[Work instruction]: The records below are to be quoted in full; please keep every word exact.
Start of Given data
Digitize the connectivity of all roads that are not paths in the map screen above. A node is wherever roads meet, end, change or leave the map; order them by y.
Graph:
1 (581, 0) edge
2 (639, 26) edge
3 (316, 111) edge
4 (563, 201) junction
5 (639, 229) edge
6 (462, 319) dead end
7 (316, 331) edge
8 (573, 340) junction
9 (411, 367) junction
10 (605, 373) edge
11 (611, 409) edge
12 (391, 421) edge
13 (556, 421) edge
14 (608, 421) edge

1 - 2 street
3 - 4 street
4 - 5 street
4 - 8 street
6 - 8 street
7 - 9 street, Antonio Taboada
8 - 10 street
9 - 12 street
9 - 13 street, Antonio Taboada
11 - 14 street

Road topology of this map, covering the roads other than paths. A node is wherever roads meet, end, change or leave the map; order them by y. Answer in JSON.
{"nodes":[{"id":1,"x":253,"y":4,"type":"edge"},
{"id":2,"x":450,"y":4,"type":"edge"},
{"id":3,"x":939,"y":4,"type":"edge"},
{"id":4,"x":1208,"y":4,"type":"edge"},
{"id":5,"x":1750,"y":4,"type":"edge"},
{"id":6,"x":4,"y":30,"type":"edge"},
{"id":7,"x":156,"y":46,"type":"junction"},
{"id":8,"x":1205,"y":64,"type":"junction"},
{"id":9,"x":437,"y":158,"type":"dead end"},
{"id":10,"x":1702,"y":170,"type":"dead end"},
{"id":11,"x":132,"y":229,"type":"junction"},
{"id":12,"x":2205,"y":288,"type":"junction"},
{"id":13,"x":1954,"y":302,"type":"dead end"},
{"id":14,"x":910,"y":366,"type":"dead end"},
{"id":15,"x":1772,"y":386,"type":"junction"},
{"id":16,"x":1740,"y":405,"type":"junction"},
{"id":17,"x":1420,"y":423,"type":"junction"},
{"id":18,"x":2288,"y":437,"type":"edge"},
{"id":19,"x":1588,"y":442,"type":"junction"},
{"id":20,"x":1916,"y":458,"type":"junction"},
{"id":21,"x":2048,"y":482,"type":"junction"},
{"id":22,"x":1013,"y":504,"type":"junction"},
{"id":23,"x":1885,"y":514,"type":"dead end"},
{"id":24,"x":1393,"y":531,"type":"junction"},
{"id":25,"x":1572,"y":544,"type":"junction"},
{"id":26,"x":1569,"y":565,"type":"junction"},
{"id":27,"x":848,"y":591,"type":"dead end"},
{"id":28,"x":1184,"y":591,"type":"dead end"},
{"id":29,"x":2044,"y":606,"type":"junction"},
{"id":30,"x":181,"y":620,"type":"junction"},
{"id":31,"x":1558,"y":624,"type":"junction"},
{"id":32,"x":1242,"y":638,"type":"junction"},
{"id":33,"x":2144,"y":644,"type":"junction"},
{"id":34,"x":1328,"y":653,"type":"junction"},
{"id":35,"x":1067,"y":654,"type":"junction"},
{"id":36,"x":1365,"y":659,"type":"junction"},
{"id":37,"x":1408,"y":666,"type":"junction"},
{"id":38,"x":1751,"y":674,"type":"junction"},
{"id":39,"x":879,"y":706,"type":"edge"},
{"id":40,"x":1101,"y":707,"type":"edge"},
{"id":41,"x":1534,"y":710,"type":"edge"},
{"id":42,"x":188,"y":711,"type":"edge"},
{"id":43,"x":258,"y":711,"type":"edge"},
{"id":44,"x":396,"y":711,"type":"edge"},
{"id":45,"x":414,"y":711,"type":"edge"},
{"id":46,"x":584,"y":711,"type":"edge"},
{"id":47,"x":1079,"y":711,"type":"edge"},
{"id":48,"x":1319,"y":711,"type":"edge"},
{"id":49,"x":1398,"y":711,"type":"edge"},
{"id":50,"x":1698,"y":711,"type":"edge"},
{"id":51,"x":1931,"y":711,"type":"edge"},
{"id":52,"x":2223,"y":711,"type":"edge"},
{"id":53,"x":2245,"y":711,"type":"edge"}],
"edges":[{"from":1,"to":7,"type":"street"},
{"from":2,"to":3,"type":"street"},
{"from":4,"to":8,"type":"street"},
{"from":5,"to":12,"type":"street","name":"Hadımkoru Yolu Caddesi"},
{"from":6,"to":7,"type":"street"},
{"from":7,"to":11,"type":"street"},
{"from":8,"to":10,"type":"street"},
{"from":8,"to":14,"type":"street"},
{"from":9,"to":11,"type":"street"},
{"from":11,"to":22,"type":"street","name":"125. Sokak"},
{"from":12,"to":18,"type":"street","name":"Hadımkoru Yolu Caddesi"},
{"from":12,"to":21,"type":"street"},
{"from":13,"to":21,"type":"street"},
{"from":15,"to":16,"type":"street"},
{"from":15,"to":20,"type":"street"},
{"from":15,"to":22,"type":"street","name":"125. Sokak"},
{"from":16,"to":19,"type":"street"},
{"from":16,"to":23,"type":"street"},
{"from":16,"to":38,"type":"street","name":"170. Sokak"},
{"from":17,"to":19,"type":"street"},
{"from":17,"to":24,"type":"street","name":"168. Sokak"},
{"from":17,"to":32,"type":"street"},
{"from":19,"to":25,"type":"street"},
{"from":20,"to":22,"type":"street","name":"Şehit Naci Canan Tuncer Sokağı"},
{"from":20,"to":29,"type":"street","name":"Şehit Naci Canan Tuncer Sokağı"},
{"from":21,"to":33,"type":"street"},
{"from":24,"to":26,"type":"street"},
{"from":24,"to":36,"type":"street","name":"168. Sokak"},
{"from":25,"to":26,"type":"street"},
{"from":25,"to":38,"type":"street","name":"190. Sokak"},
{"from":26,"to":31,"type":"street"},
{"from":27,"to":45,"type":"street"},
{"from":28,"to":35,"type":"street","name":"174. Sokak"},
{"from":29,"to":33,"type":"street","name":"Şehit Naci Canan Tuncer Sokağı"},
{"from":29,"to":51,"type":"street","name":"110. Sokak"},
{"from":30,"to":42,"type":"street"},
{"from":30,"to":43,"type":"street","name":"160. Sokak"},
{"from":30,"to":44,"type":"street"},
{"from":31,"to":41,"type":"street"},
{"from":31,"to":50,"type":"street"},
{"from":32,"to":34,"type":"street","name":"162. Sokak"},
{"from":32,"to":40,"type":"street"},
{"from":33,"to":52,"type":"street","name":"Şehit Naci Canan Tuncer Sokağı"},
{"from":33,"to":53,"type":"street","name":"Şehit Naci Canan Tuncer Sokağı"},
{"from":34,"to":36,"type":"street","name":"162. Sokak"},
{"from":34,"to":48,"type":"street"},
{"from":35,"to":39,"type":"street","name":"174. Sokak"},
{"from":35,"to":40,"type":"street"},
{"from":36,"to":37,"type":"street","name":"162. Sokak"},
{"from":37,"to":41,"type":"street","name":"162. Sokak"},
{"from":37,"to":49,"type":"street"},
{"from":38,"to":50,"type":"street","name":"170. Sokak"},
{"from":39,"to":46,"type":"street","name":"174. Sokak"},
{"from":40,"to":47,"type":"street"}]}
End of Given data
[Output for this exercise]:
Digitize the connectivity of all roads that are not paths in the map screen above. A node is wherever roads meet, end, change or leave the map; order them by y.
Graph:
1 (581, 0) edge
2 (639, 26) edge
3 (316, 111) edge
4 (563, 201) junction
5 (639, 229) edge
6 (462, 319) dead end
7 (316, 331) edge
8 (573, 340) junction
9 (411, 367) junction
10 (605, 373) edge
11 (611, 409) edge
12 (391, 421) edge
13 (556, 421) edge
14 (608, 421) edge

1 - 2 street
3 - 4 street
4 - 5 street
4 - 8 street
6 - 8 street
7 - 9 street, Antonio Taboada
8 - 10 street
9 - 12 street
9 - 13 street, Antonio Taboada
11 - 14 street

Road topology of this map, covering the roads other than paths. A node is wherever roads meet, end, change or leave the map; order them by y. Answer in JSON.
{"nodes":[{"id":1,"x":253,"y":4,"type":"edge"},
{"id":2,"x":450,"y":4,"type":"edge"},
{"id":3,"x":939,"y":4,"type":"edge"},
{"id":4,"x":1208,"y":4,"type":"edge"},
{"id":5,"x":1750,"y":4,"type":"edge"},
{"id":6,"x":4,"y":30,"type":"edge"},
{"id":7,"x":156,"y":46,"type":"junction"},
{"id":8,"x":1205,"y":64,"type":"junction"},
{"id":9,"x":437,"y":158,"type":"dead end"},
{"id":10,"x":1702,"y":170,"type":"dead end"},
{"id":11,"x":132,"y":229,"type":"junction"},
{"id":12,"x":2205,"y":288,"type":"junction"},
{"id":13,"x":1954,"y":302,"type":"dead end"},
{"id":14,"x":910,"y":366,"type":"dead end"},
{"id":15,"x":1772,"y":386,"type":"junction"},
{"id":16,"x":1740,"y":405,"type":"junction"},
{"id":17,"x":1420,"y":423,"type":"junction"},
{"id":18,"x":2288,"y":437,"type":"edge"},
{"id":19,"x":1588,"y":442,"type":"junction"},
{"id":20,"x":1916,"y":458,"type":"junction"},
{"id":21,"x":2048,"y":482,"type":"junction"},
{"id":22,"x":1013,"y":504,"type":"junction"},
{"id":23,"x":1885,"y":514,"type":"dead end"},
{"id":24,"x":1393,"y":531,"type":"junction"},
{"id":25,"x":1572,"y":544,"type":"junction"},
{"id":26,"x":1569,"y":565,"type":"junction"},
{"id":27,"x":848,"y":591,"type":"dead end"},
{"id":28,"x":1184,"y":591,"type":"dead end"},
{"id":29,"x":2044,"y":606,"type":"junction"},
{"id":30,"x":181,"y":620,"type":"junction"},
{"id":31,"x":1558,"y":624,"type":"junction"},
{"id":32,"x":1242,"y":638,"type":"junction"},
{"id":33,"x":2144,"y":644,"type":"junction"},
{"id":34,"x":1328,"y":653,"type":"junction"},
{"id":35,"x":1067,"y":654,"type":"junction"},
{"id":36,"x":1365,"y":659,"type":"junction"},
{"id":37,"x":1408,"y":666,"type":"junction"},
{"id":38,"x":1751,"y":674,"type":"junction"},
{"id":39,"x":879,"y":706,"type":"edge"},
{"id":40,"x":1101,"y":707,"type":"edge"},
{"id":41,"x":1534,"y":710,"type":"edge"},
{"id":42,"x":188,"y":711,"type":"edge"},
{"id":43,"x":258,"y":711,"type":"edge"},
{"id":44,"x":396,"y":711,"type":"edge"},
{"id":45,"x":414,"y":711,"type":"edge"},
{"id":46,"x":584,"y":711,"type":"edge"},
{"id":47,"x":1079,"y":711,"type":"edge"},
{"id":48,"x":1319,"y":711,"type":"edge"},
{"id":49,"x":1398,"y":711,"type":"edge"},
{"id":50,"x":1698,"y":711,"type":"edge"},
{"id":51,"x":1931,"y":711,"type":"edge"},
{"id":52,"x":2223,"y":711,"type":"edge"},
{"id":53,"x":2245,"y":711,"type":"edge"}],
"edges":[{"from":1,"to":7,"type":"street"},
{"from":2,"to":3,"type":"street"},
{"from":4,"to":8,"type":"street"},
{"from":5,"to":12,"type":"street","name":"Hadımkoru Yolu Caddesi"},
{"from":6,"to":7,"type":"street"},
{"from":7,"to":11,"type":"street"},
{"from":8,"to":10,"type":"street"},
{"from":8,"to":14,"type":"street"},
{"from":9,"to":11,"type":"street"},
{"from":11,"to":22,"type":"street","name":"125. Sokak"},
{"from":12,"to":18,"type":"street","name":"Hadımkoru Yolu Caddesi"},
{"from":12,"to":21,"type":"street"},
{"from":13,"to":21,"type":"street"},
{"from":15,"to":16,"type":"street"},
{"from":15,"to":20,"type":"street"},
{"from":15,"to":22,"type":"street","name":"125. Sokak"},
{"from":16,"to":19,"type":"street"},
{"from":16,"to":23,"type":"street"},
{"from":16,"to":38,"type":"street","name":"170. Sokak"},
{"from":17,"to":19,"type":"street"},
{"from":17,"to":24,"type":"street","name":"168. Sokak"},
{"from":17,"to":32,"type":"street"},
{"from":19,"to":25,"type":"street"},
{"from":20,"to":22,"type":"street","name":"Şehit Naci Canan Tuncer Sokağı"},
{"from":20,"to":29,"type":"street","name":"Şehit Naci Canan Tuncer Sokağı"},
{"from":21,"to":33,"type":"street"},
{"from":24,"to":26,"type":"street"},
{"from":24,"to":36,"type":"street","name":"168. Sokak"},
{"from":25,"to":26,"type":"street"},
{"from":25,"to":38,"type":"street","name":"190. Sokak"},
{"from":26,"to":31,"type":"street"},
{"from":27,"to":45,"type":"street"},
{"from":28,"to":35,"type":"street","name":"174. Sokak"},
{"from":29,"to":33,"type":"street","name":"Şehit Naci Canan Tuncer Sokağı"},
{"from":29,"to":51,"type":"street","name":"110. Sokak"},
{"from":30,"to":42,"type":"street"},
{"from":30,"to":43,"type":"street","name":"160. Sokak"},
{"from":30,"to":44,"type":"street"},
{"from":31,"to":41,"type":"street"},
{"from":31,"to":50,"type":"street"},
{"from":32,"to":34,"type":"street","name":"162. Sokak"},
{"from":32,"to":40,"type":"street"},
{"from":33,"to":52,"type":"street","name":"Şehit Naci Canan Tuncer Sokağı"},
{"from":33,"to":53,"type":"street","name":"Şehit Naci Canan Tuncer Sokağı"},
{"from":34,"to":36,"type":"street","name":"162. Sokak"},
{"from":34,"to":48,"type":"street"},
{"from":35,"to":39,"type":"street","name":"174. Sokak"},
{"from":35,"to":40,"type":"street"},
{"from":36,"to":37,"type":"street","name":"162. Sokak"},
{"from":37,"to":41,"type":"street","name":"162. Sokak"},
{"from":37,"to":49,"type":"street"},
{"from":38,"to":50,"type":"street","name":"170. Sokak"},
{"from":39,"to":46,"type":"street","name":"174. Sokak"},
{"from":40,"to":47,"type":"street"}]}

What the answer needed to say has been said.